Corby Home page

 

 


This is the resources page of the Operation Manual for the Corby application. The other pages of the manual are:

 

Main page – This is the main page of the Operation Manual.

Using Corby – Describes the usual operation procedures.

Learning – Explains how Corby learns.

Options – Describes the options that control application behaviour.

Knowledge base – Describes back-up, restore and recovery procedures.

 

This page includes the following sections:

Overview

Learning context depth

Memory depth control

Learning depth control

Maximum time for an interactive response

Maximum time for a batch response

Text file mode

Maximum cache size

Maximum size of the Knowledge Base

 


Overview

The Corby application is very demanding in terms of computing resources. This is true of hard-disk bandwidth but it is particularly acute as far as computing resources is concerned. Personal computers available today are barely able to cope with the thing.

This should come as a surprise to no one, as what we are trying to do is a simulation of the human brain, which has billions of computing devices working in parallel – The neurones.
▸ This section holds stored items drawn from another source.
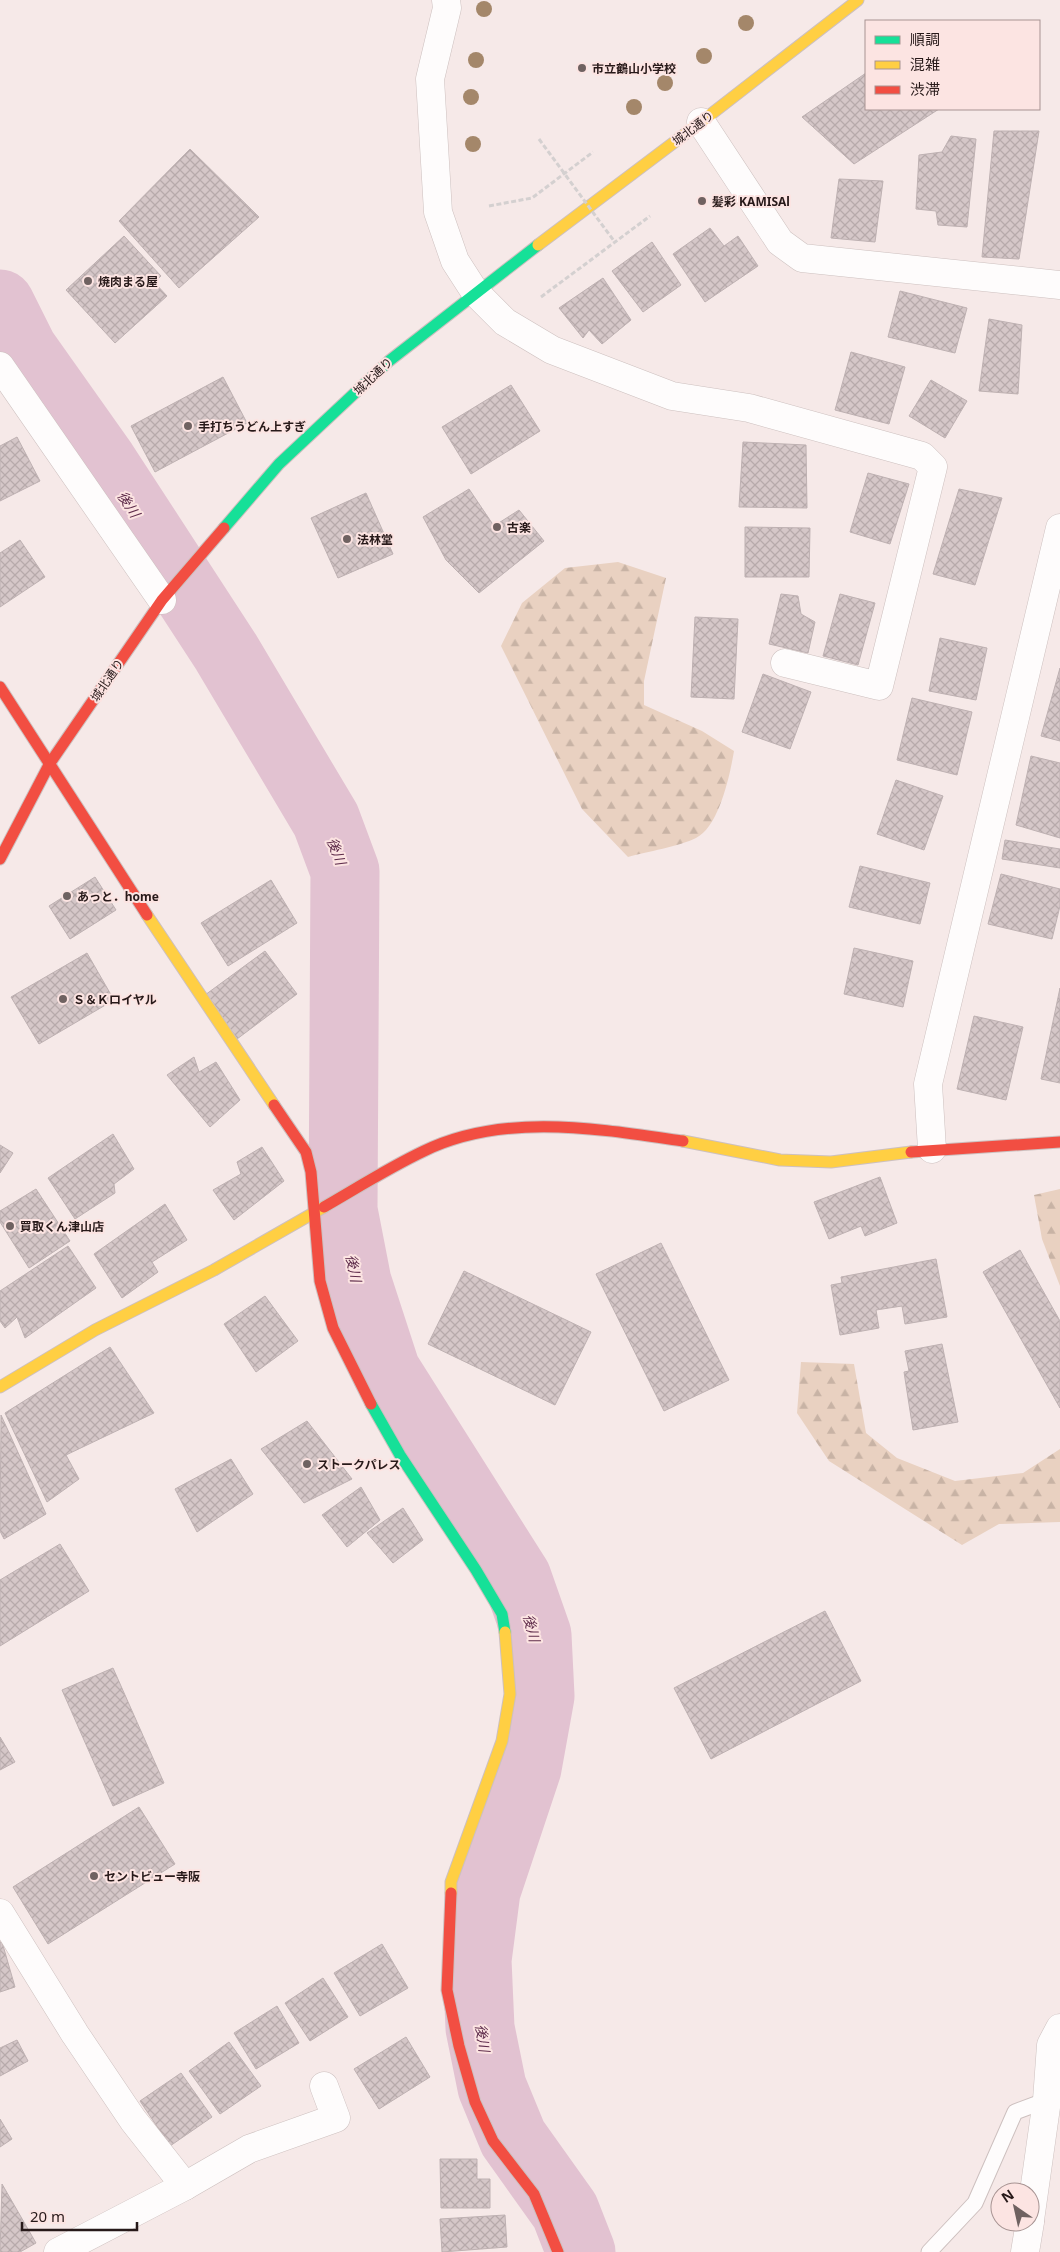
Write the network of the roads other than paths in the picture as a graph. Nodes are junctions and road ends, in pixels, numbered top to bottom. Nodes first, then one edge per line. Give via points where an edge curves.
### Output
1 (446, 0) edge
2 (858, 0) edge
3 (701, 122) junction
4 (1060, 285) edge
5 (475, 292) junction
6 (0, 366) edge
7 (1060, 532) edge
8 (163, 599) junction
9 (785, 663) dead end
10 (0, 687) edge
11 (50, 763) junction
12 (0, 859) edge
13 (1060, 1142) edge
14 (932, 1149) junction
15 (318, 1209) junction
16 (0, 1387) edge
17 (0, 1913) edge
18 (1060, 2028) edge
19 (324, 2086) dead end
20 (1047, 2100) junction
21 (1035, 2182) edge
22 (185, 2186) junction
23 (1028, 2232) edge
24 (58, 2252) edge
25 (558, 2252) edge
26 (929, 2252) edge
27 (1025, 2252) edge

1 - 5 street via 447,8 430,79 438,212 454,261
2 - 3 street, 城北通り
3 - 4 street via 780,242 802,258
3 - 5 street, 城北通り
5 - 8 street, 城北通り via 389,361 279,464
5 - 9 street via 505,322 552,350 672,396 749,408 922,456 933,467 880,686
6 - 8 street
7 - 14 street via 928,1084
8 - 11 street, 城北通り
10 - 11 street
11 - 12 street, 城北通り
11 - 15 street via 196,991 306,1152
13 - 14 street
14 - 15 street via 832,1162 780,1160 594,1128 526,1128 471,1134 425,1150
15 - 16 street via 214,1270 95,1330
15 - 25 street via 320,1281 337,1336 400,1455 502,1614 510,1694 502,1741 451,1882 447,1990 475,2102 493,2140 534,2194
17 - 22 street via 133,2120
18 - 20 street via 1051,2046
19 - 22 street via 336,2118 248,2149
20 - 21 street
20 - 26 lane via 1015,2112 975,2203
22 - 24 street
23 - 27 street

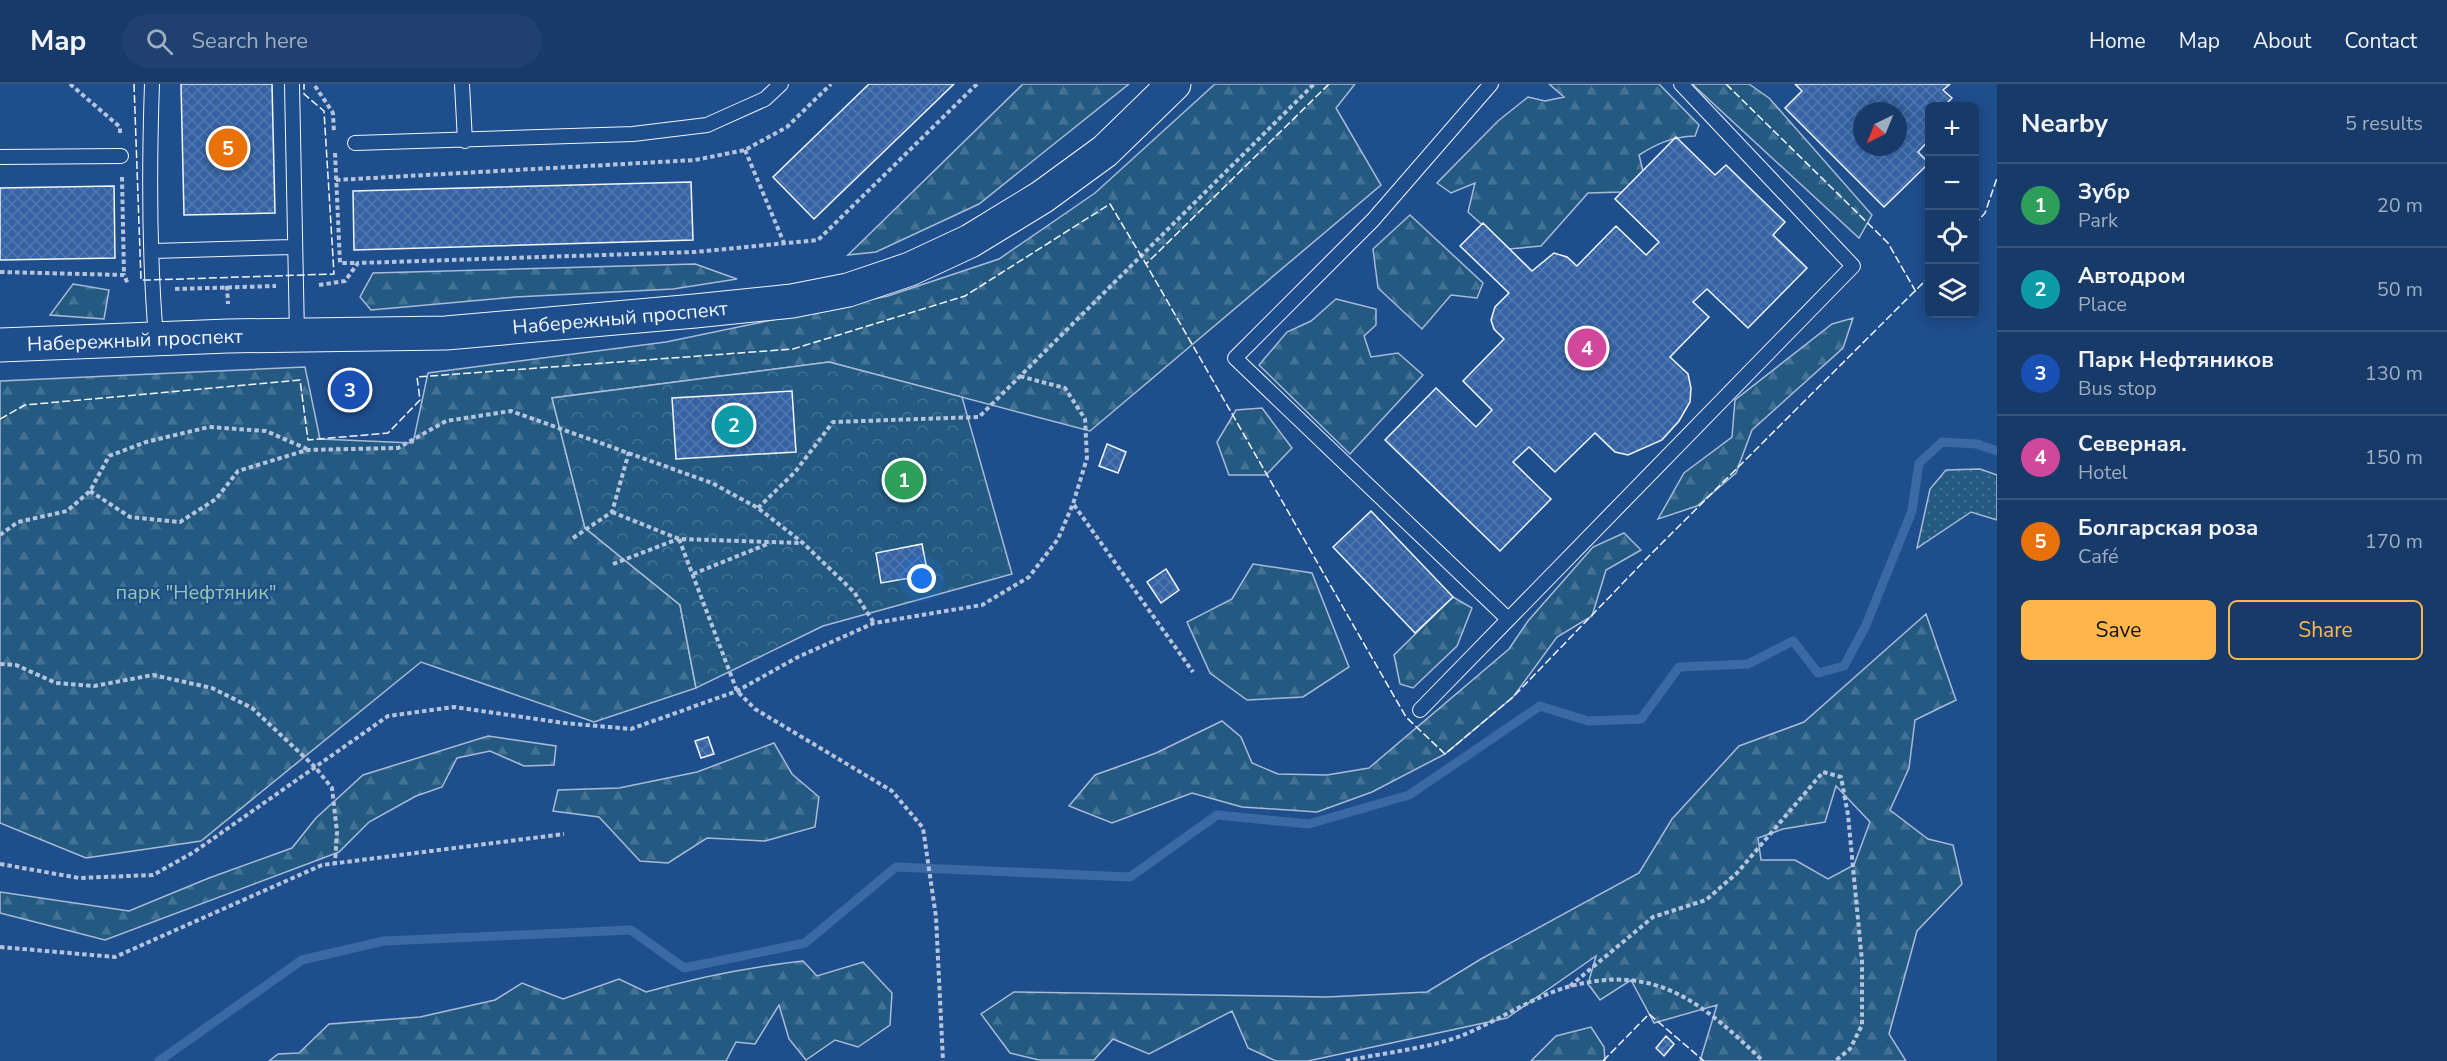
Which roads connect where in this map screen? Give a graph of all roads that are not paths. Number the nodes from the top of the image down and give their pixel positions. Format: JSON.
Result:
{"nodes":[{"id":1,"x":152,"y":84,"type":"edge"},
{"id":2,"x":292,"y":84,"type":"edge"},
{"id":3,"x":462,"y":84,"type":"edge"},
{"id":4,"x":781,"y":84,"type":"edge"},
{"id":5,"x":1174,"y":84,"type":"edge"},
{"id":6,"x":1491,"y":84,"type":"edge"},
{"id":7,"x":1681,"y":84,"type":"edge"},
{"id":8,"x":465,"y":141,"type":"junction"},
{"id":9,"x":355,"y":143,"type":"dead end"},
{"id":10,"x":121,"y":156,"type":"dead end"},
{"id":11,"x":0,"y":157,"type":"edge"},
{"id":12,"x":293,"y":247,"type":"junction"},
{"id":13,"x":153,"y":251,"type":"junction"},
{"id":14,"x":297,"y":336,"type":"junction"},
{"id":15,"x":156,"y":338,"type":"junction"},
{"id":16,"x":0,"y":345,"type":"edge"},
{"id":17,"x":1508,"y":619,"type":"junction"},
{"id":18,"x":1420,"y":710,"type":"dead end"}],
"edges":[{"from":1,"to":13,"type":"lane"},
{"from":2,"to":12,"type":"lane"},
{"from":3,"to":8,"type":"lane"},
{"from":4,"to":8,"type":"lane"},
{"from":5,"to":14,"type":"main road","name":"Набережный проспект"},
{"from":6,"to":17,"type":"lane"},
{"from":7,"to":17,"type":"lane"},
{"from":8,"to":9,"type":"lane"},
{"from":10,"to":11,"type":"lane"},
{"from":12,"to":13,"type":"lane"},
{"from":12,"to":14,"type":"lane"},
{"from":13,"to":15,"type":"lane"},
{"from":14,"to":15,"type":"main road","name":"Набережный проспект"},
{"from":15,"to":16,"type":"main road","name":"Набережный проспект"},
{"from":17,"to":18,"type":"lane"}]}
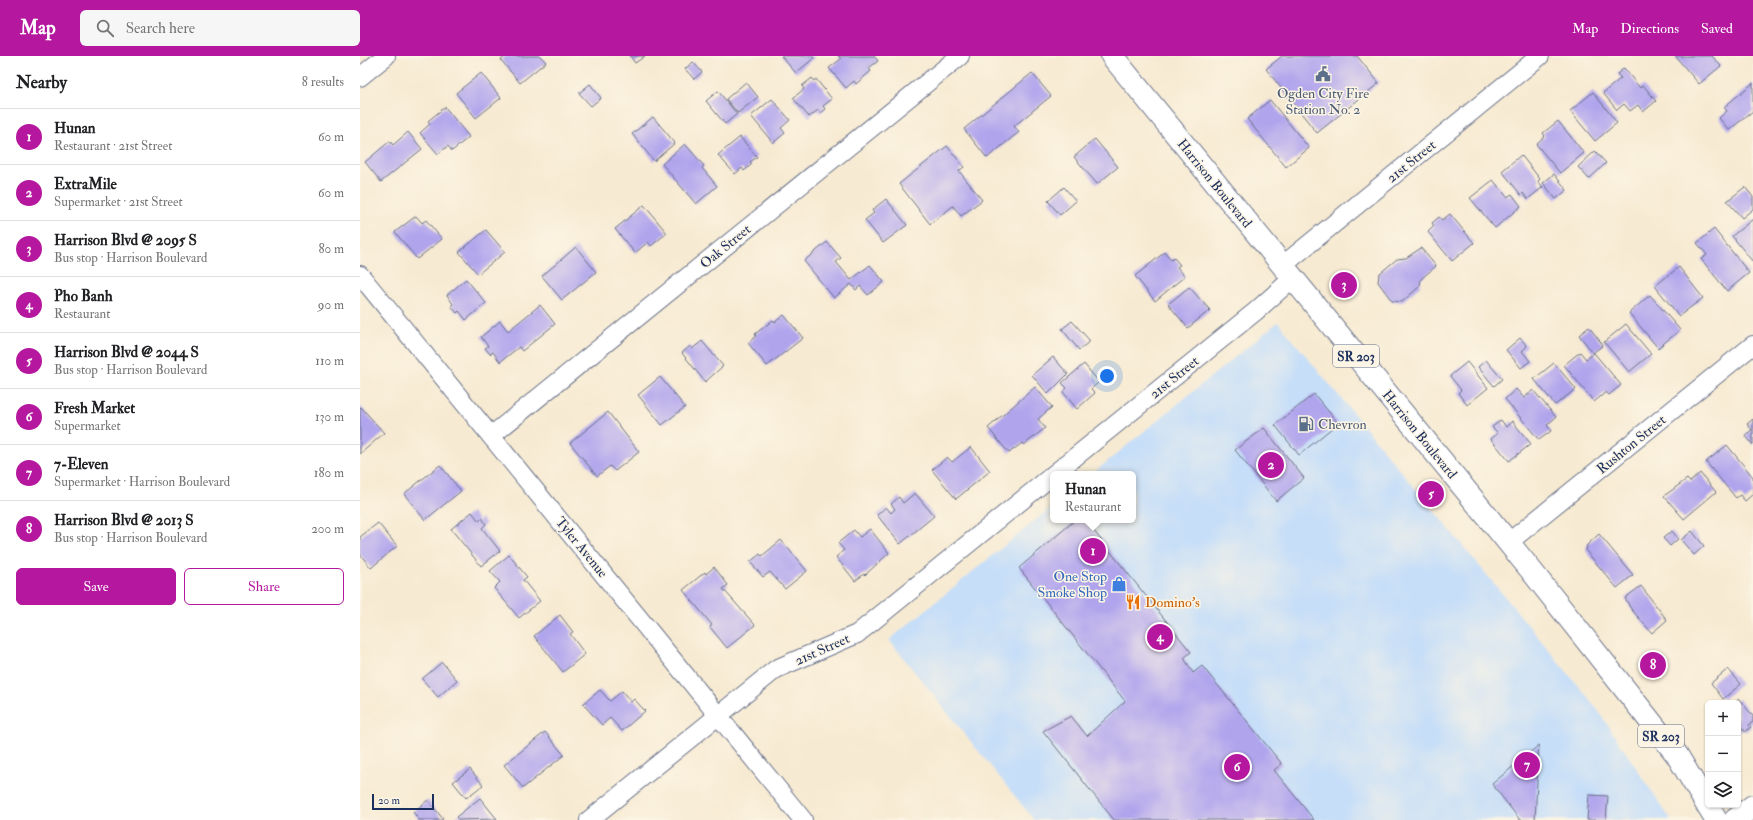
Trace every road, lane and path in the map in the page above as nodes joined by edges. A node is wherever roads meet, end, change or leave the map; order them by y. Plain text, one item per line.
1 (386, 56) edge
2 (960, 56) edge
3 (1112, 56) edge
4 (1540, 56) edge
5 (360, 77) edge
6 (1287, 272) junction
7 (360, 275) edge
8 (1753, 345) edge
9 (491, 436) junction
10 (1057, 471) edge
11 (1050, 476) edge
12 (1509, 542) junction
13 (719, 715) junction
14 (1753, 806) edge
15 (589, 820) edge
16 (803, 820) edge
17 (1716, 820) edge
18 (1735, 820) edge

1 - 5 street
2 - 9 street, Oak Street
3 - 6 main road, Harrison Boulevard / SR 203
4 - 6 street, 21st Street
6 - 10 street, 21st Street
6 - 12 main road, Harrison Boulevard / SR 203
7 - 9 street, Tyler Avenue
8 - 12 street, Rushton Street
9 - 13 street, Tyler Avenue
11 - 13 street, 21st Street
12 - 17 main road, Harrison Boulevard / SR 203
13 - 15 street, 21st Street
13 - 16 street, Tyler Avenue
14 - 18 main road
It is true that each individual device, in itself, is not very powerful either in terms of functionality or speed. But when you consider several million of them working in parallel, that amount to a considerable computing power.

Every effort has been made during the design and coding phases of the Corby application to ensure that the program is as efficient as possible. But, at the end of the day, the only way to cope with the problem is to trade computing resources for quality, response time or both.

Corby lets you adjust some those aspects to your machine, so that you can make the most of the computing resources that you have. This page contains several sections, each one dedicated to one parameter that you can adjust, explaining the trade offs involved and how they affect program behaviour.

 

 


Learning context depth

This parameter appears in the Advanced Options dialog box and defines the size of the learning context, that is, the number of paragraphs before the current one that Corby keeps for learning purposes.

The basic learning model that Corby follows is based on stimulus-response pairs and the system must learn the appropriate response to a given stimulus. However, in many instances the response depends no only on the stimulus but also on the paragraphs the immediately precede them. Or, in other words, they depend on the context.

To establish the required relationships between a response and the context, Corby scans all the elements in the current context. The bigger the context the more elements Corby has to scan and therefore the heavier is the learning process in terms of computing resources.

You should adjust this parameter to the minimum possible that still allows you to include in the context all the information required in a learning situation.

 

 


Memory depth control

This parameter, which appears in the Advanced Options dialog box, is perhaps the most important of all in terms of how they affect the use of computing resources.

This parameter controls how many links each knowledge element maintains with other elements in the knowledge base. It affects indirectly things like the maximum size of the knowledge base or the quality of the concepts formed by Corby.

You should be very careful in changing this parameter because the effects of a change will not be immediately apparent. Moreover, when you decrease this value, the program will discard the links that are the least important and this means losing some information, which can only be replaced through learning.

If the overall system response time is far too slow in your system, you should decrease this value. If you come to the conclusion that the knowledge base is increasing too slowly you can increase this value, keeping in mind that Corby will require more system resources in most of its operations.

 


Learning depth control

This parameter appears in the Advanced Options dialog box and controls how deeply Corby will look for correlations between a response and elements of the learning context. The greater the depth the more efficient the learning process will be. The drawback is again the time needed to process a learning item.

You should lower the value of this parameter if the learning process takes too long, keeping in mind that by doing so you will decrease learning efficiency. You should increase the value of this parameter if it doesn’t increase noticeably the response time.

 


Maximum time for an interactive response

The maximum time, expresses in seconds, that Corby spends looking for a response is determined by this parameter, which appears in the Advanced dialog box.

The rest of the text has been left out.